Laws 2017, First Special Session chapter 6, article 12, section 2, subdivision 4, is
amended to read:


Subd. 4.

Limit on quantity of opiates prescribed for acute dental and ophthalmic
pain
.

(a) When used for the treatment of acute pain, prescriptions for opiates or narcotic
pain relievers listed in Schedules II through IV in section 152.02 shall not exceed a seven-day
supply for an adult and shall not exceed a five-day supply for a minor under 18 years of
age.

(a) (b) Notwithstanding paragraph (a), when used for the treatment of acute dental pain
or acute pain associated with refractive surgery, prescriptions for opiate or narcotic pain
relievers listed in Schedules II through IV of section 152.02 shall not exceed a four-day
supply.
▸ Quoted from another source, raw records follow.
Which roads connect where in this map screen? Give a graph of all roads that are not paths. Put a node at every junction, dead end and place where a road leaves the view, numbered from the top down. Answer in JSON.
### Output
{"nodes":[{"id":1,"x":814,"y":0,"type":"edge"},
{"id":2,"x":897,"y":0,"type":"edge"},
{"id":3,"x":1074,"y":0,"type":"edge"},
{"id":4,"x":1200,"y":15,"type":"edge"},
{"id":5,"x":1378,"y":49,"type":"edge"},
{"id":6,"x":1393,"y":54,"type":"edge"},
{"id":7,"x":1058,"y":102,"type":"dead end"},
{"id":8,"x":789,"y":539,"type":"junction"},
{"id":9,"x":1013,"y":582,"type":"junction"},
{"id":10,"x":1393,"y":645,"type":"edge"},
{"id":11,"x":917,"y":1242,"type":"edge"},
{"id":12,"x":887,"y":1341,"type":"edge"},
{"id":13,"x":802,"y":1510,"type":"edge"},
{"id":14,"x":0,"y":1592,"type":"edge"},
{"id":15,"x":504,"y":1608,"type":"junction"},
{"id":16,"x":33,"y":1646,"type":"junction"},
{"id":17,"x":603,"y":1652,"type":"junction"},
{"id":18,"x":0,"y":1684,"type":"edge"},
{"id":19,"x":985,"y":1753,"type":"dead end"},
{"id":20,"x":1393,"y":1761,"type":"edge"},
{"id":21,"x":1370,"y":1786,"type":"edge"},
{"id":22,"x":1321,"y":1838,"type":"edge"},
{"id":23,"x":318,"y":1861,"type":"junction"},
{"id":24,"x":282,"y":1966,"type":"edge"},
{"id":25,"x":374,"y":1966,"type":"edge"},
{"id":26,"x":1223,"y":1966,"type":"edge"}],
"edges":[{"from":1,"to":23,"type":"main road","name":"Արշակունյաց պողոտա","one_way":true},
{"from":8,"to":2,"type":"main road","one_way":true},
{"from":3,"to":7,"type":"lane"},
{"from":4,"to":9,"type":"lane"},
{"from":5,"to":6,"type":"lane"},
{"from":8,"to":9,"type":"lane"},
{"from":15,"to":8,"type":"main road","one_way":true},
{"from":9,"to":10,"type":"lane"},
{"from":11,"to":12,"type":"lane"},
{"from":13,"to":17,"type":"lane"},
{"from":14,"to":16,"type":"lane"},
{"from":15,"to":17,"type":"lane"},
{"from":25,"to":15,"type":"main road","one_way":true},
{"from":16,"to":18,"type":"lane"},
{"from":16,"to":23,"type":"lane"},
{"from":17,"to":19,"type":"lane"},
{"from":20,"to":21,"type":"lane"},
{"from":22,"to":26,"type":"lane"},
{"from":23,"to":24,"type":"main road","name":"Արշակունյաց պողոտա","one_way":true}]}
The quantity prescribed shall be consistent with the dosage listed in the professional
labeling for the drug that has been approved by the United States Food and Drug
Administration.

(b) (c) For the purposes of this subdivision, "acute pain" means pain resulting from
disease, accidental or intentional trauma, surgery, or another cause, that the practitioner
reasonably expects to last only a short period of time. Acute pain does not include chronic
pain or pain being treated as part of cancer care, palliative care, or hospice or other end-of-life
care.

(c) Notwithstanding paragraph (a), if in the professional clinical judgment of a practitioner
more than a four-day supply of a prescription listed in Schedules II through IV of section
152.02 is required to treat a patient's acute pain, the practitioner may issue a prescription
for the quantity needed to treat such acute pain.